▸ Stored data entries
□ □ □ □
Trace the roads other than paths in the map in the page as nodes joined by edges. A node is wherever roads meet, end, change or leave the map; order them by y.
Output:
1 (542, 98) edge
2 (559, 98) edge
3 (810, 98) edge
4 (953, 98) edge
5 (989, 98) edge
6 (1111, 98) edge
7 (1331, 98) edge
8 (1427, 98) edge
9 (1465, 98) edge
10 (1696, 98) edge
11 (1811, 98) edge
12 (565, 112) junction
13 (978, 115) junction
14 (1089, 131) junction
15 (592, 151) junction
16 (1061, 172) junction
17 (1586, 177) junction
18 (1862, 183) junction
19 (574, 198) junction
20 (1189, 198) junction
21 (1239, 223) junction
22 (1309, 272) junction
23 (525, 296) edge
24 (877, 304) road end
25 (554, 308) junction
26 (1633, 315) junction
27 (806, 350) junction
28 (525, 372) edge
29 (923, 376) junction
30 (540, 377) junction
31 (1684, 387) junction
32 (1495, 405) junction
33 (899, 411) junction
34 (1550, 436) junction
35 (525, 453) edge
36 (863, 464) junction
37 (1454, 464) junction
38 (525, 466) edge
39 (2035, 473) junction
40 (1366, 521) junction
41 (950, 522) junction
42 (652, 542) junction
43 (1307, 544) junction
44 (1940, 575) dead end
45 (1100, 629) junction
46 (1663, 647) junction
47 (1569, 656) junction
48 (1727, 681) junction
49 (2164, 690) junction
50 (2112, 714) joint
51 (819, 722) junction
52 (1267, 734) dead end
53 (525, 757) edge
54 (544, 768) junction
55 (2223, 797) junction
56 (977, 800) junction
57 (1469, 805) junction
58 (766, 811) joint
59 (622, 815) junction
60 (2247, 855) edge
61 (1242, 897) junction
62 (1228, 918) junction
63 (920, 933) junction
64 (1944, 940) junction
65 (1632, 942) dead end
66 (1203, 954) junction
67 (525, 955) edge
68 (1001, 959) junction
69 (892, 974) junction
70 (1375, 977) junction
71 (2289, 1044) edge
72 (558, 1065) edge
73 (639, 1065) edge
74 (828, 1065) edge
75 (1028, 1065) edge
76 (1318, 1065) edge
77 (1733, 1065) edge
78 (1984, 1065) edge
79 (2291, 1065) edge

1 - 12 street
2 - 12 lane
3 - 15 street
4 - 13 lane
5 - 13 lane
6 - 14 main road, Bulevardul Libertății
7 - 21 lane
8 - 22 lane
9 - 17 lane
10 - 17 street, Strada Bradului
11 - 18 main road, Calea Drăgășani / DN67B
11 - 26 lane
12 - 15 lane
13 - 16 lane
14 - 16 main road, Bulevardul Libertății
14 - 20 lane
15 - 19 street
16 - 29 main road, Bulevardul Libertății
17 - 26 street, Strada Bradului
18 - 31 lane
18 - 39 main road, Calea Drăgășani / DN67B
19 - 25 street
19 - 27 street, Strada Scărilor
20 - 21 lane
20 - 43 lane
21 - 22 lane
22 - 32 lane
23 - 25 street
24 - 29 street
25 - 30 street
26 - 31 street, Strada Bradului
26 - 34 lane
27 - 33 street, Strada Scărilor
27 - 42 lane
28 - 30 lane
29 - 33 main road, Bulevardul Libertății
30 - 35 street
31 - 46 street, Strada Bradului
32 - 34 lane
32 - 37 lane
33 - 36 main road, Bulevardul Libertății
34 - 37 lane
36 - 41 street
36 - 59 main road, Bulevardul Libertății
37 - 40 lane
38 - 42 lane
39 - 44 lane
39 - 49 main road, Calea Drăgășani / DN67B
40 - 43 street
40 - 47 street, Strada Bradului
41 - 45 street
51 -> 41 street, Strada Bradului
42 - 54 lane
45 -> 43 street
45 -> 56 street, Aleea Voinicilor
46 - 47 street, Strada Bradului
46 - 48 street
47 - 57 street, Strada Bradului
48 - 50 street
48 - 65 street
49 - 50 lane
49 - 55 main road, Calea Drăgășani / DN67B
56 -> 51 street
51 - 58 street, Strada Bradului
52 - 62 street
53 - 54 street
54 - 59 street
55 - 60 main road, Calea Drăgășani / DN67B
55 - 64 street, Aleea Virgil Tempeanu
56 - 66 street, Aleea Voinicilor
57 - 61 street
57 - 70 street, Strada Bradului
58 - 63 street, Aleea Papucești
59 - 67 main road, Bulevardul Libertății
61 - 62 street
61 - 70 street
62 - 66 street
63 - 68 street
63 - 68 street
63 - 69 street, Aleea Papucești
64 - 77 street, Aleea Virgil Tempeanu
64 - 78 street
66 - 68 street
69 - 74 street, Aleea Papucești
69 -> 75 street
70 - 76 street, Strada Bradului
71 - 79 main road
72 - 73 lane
□ □ □ □
▸ YOUR TASK
Write every entry out again exactly.

▸ SOLUTION FOR THIS EXERCISE
Trace the roads other than paths in the map in the page as nodes joined by edges. A node is wherever roads meet, end, change or leave the map; order them by y.
Output:
1 (542, 98) edge
2 (559, 98) edge
3 (810, 98) edge
4 (953, 98) edge
5 (989, 98) edge
6 (1111, 98) edge
7 (1331, 98) edge
8 (1427, 98) edge
9 (1465, 98) edge
10 (1696, 98) edge
11 (1811, 98) edge
12 (565, 112) junction
13 (978, 115) junction
14 (1089, 131) junction
15 (592, 151) junction
16 (1061, 172) junction
17 (1586, 177) junction
18 (1862, 183) junction
19 (574, 198) junction
20 (1189, 198) junction
21 (1239, 223) junction
22 (1309, 272) junction
23 (525, 296) edge
24 (877, 304) road end
25 (554, 308) junction
26 (1633, 315) junction
27 (806, 350) junction
28 (525, 372) edge
29 (923, 376) junction
30 (540, 377) junction
31 (1684, 387) junction
32 (1495, 405) junction
33 (899, 411) junction
34 (1550, 436) junction
35 (525, 453) edge
36 (863, 464) junction
37 (1454, 464) junction
38 (525, 466) edge
39 (2035, 473) junction
40 (1366, 521) junction
41 (950, 522) junction
42 (652, 542) junction
43 (1307, 544) junction
44 (1940, 575) dead end
45 (1100, 629) junction
46 (1663, 647) junction
47 (1569, 656) junction
48 (1727, 681) junction
49 (2164, 690) junction
50 (2112, 714) joint
51 (819, 722) junction
52 (1267, 734) dead end
53 (525, 757) edge
54 (544, 768) junction
55 (2223, 797) junction
56 (977, 800) junction
57 (1469, 805) junction
58 (766, 811) joint
59 (622, 815) junction
60 (2247, 855) edge
61 (1242, 897) junction
62 (1228, 918) junction
63 (920, 933) junction
64 (1944, 940) junction
65 (1632, 942) dead end
66 (1203, 954) junction
67 (525, 955) edge
68 (1001, 959) junction
69 (892, 974) junction
70 (1375, 977) junction
71 (2289, 1044) edge
72 (558, 1065) edge
73 (639, 1065) edge
74 (828, 1065) edge
75 (1028, 1065) edge
76 (1318, 1065) edge
77 (1733, 1065) edge
78 (1984, 1065) edge
79 (2291, 1065) edge

1 - 12 street
2 - 12 lane
3 - 15 street
4 - 13 lane
5 - 13 lane
6 - 14 main road, Bulevardul Libertății
7 - 21 lane
8 - 22 lane
9 - 17 lane
10 - 17 street, Strada Bradului
11 - 18 main road, Calea Drăgășani / DN67B
11 - 26 lane
12 - 15 lane
13 - 16 lane
14 - 16 main road, Bulevardul Libertății
14 - 20 lane
15 - 19 street
16 - 29 main road, Bulevardul Libertății
17 - 26 street, Strada Bradului
18 - 31 lane
18 - 39 main road, Calea Drăgășani / DN67B
19 - 25 street
19 - 27 street, Strada Scărilor
20 - 21 lane
20 - 43 lane
21 - 22 lane
22 - 32 lane
23 - 25 street
24 - 29 street
25 - 30 street
26 - 31 street, Strada Bradului
26 - 34 lane
27 - 33 street, Strada Scărilor
27 - 42 lane
28 - 30 lane
29 - 33 main road, Bulevardul Libertății
30 - 35 street
31 - 46 street, Strada Bradului
32 - 34 lane
32 - 37 lane
33 - 36 main road, Bulevardul Libertății
34 - 37 lane
36 - 41 street
36 - 59 main road, Bulevardul Libertății
37 - 40 lane
38 - 42 lane
39 - 44 lane
39 - 49 main road, Calea Drăgășani / DN67B
40 - 43 street
40 - 47 street, Strada Bradului
41 - 45 street
51 -> 41 street, Strada Bradului
42 - 54 lane
45 -> 43 street
45 -> 56 street, Aleea Voinicilor
46 - 47 street, Strada Bradului
46 - 48 street
47 - 57 street, Strada Bradului
48 - 50 street
48 - 65 street
49 - 50 lane
49 - 55 main road, Calea Drăgășani / DN67B
56 -> 51 street
51 - 58 street, Strada Bradului
52 - 62 street
53 - 54 street
54 - 59 street
55 - 60 main road, Calea Drăgășani / DN67B
55 - 64 street, Aleea Virgil Tempeanu
56 - 66 street, Aleea Voinicilor
57 - 61 street
57 - 70 street, Strada Bradului
58 - 63 street, Aleea Papucești
59 - 67 main road, Bulevardul Libertății
61 - 62 street
61 - 70 street
62 - 66 street
63 - 68 street
63 - 68 street
63 - 69 street, Aleea Papucești
64 - 77 street, Aleea Virgil Tempeanu
64 - 78 street
66 - 68 street
69 - 74 street, Aleea Papucești
69 -> 75 street
70 - 76 street, Strada Bradului
71 - 79 main road
72 - 73 lane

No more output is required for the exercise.